Le jacquard est une technique de tissage dans laquelle chaque fil de chaîne est commandé individuellement, ce qui permet d'inscrire le motif dans la structure même du tissu au lieu de le déposer sur sa surface.
Le nom vient du mécanisme qui pilote les fils un à un, et il désigne aujourd'hui aussi bien la machine que l'étoffe obtenue. Le guide des matières de maroquinerie le range parmi les tissus à motif construit, employés pour les doublures façonnées, les rubans, les bandeaux, les caftans et les foulards, par opposition aux motifs imprimés ou enduits.
Comment on le reconnaît
Le test décisif se fait à l'envers. Sur un jacquard, le motif se lit également au dos, en négatif : les couleurs s'inversent et les flottés de fils apparaissent, mais le dessin est là, parce qu'il résulte de l'entrelacement. Sur un tissu imprimé, l'envers reste uni ou n'en montre qu'un fantôme délavé. Deuxième indice, à la loupe : les contours du motif suivent la trame en petits escaliers, alors qu'une impression donne des bords continus, indépendants des fils. Troisième indice, au toucher : le jacquard présente un relief léger, les zones du motif ne renvoyant pas la lumière comme le fond. Cette différence de brillance vient souvent d'un changement local de structure, par exemple un passage en armure satin, dont les longs flottés créent un effet lustré ; un fil métallisé (lurex) peut également être introduit pour souligner un tracé.

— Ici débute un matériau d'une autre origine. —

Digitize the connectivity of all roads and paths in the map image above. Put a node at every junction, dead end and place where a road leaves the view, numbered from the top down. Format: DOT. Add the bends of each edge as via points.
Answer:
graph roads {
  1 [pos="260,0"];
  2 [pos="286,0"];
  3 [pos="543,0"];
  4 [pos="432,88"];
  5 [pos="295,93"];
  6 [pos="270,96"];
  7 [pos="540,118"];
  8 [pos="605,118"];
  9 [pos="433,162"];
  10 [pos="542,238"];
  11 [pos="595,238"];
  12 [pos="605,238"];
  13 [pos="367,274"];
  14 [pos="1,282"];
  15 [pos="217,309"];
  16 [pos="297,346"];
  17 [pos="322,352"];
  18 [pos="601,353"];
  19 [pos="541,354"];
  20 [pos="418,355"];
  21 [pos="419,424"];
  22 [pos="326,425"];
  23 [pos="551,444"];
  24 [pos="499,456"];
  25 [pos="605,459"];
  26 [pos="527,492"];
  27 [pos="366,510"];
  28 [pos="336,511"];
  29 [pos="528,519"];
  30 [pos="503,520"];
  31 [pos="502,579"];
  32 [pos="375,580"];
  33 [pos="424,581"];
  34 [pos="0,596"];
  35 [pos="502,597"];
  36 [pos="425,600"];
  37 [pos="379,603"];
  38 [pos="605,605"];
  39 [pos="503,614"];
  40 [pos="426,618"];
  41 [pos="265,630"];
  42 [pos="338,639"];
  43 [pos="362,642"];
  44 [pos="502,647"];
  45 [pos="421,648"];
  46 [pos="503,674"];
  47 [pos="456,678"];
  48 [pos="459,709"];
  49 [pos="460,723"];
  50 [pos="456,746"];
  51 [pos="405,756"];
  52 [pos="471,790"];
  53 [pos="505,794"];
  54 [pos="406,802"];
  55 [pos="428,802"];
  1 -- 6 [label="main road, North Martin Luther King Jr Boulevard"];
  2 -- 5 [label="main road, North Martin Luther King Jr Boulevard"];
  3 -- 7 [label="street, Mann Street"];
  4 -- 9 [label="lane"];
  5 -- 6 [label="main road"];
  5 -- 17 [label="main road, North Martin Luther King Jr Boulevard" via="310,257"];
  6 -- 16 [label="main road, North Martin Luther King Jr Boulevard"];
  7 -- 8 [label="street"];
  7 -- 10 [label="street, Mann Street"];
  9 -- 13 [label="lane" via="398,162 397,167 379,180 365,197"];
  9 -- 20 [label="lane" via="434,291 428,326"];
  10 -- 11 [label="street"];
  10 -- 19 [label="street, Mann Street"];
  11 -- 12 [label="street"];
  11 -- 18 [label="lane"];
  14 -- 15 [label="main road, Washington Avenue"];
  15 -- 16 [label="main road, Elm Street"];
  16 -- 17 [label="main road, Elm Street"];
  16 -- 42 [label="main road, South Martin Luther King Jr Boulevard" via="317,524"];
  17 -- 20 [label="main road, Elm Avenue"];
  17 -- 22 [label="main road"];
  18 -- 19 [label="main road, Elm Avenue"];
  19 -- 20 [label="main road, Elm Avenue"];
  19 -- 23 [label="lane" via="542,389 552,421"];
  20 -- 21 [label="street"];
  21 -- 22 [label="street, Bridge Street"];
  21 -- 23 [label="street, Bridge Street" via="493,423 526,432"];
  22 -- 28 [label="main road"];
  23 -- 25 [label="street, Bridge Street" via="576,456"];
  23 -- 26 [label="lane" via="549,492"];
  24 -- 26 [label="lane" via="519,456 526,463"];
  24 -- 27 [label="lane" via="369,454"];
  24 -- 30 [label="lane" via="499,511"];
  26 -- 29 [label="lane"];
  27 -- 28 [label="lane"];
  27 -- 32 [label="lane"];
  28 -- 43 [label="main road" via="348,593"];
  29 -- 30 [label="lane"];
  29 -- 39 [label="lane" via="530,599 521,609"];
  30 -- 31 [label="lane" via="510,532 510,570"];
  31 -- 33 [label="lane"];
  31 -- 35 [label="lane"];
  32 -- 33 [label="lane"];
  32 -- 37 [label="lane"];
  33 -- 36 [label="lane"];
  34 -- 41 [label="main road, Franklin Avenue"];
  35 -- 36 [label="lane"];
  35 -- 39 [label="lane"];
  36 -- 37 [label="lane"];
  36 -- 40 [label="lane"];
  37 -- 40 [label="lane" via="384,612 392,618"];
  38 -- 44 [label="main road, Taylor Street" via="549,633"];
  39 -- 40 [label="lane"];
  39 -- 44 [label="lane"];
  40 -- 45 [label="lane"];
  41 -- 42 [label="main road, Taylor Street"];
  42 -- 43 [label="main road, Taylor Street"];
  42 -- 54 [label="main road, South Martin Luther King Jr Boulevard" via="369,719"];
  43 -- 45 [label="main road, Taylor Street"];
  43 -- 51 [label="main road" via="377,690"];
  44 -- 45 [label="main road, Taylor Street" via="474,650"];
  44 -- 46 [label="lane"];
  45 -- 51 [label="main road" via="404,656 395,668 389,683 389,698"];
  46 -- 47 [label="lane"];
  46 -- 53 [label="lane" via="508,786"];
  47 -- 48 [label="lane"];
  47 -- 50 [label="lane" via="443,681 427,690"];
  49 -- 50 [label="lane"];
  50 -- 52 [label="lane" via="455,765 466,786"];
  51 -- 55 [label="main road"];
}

L'erreur fréquente : le confondre avec une impression
Vue de face, une impression bien exécutée imite convaincamment un motif tissé, et la confusion est fréquente sur photo, où l'envers n'est jamais montré. La distinction n'est pas cosmétique, car elle change le vieillissement de la pièce. Un motif imprimé repose sur une couche de pigment posée en surface : il s'estompe au frottement et au lavage, et une usure locale efface le dessin. Un motif tissé ne peut pas s'effacer, puisqu'il n'existe pas de couche à retirer ; il vieillit avec le tissu, en perdant éventuellement de l'éclat, jamais son tracé. En contrepartie, le jacquard est plus sensible à l'accroc : un fil tiré déplace le motif localement et laisse une boucle qu'il ne faut jamais couper, mais ramener délicatement sur l'envers.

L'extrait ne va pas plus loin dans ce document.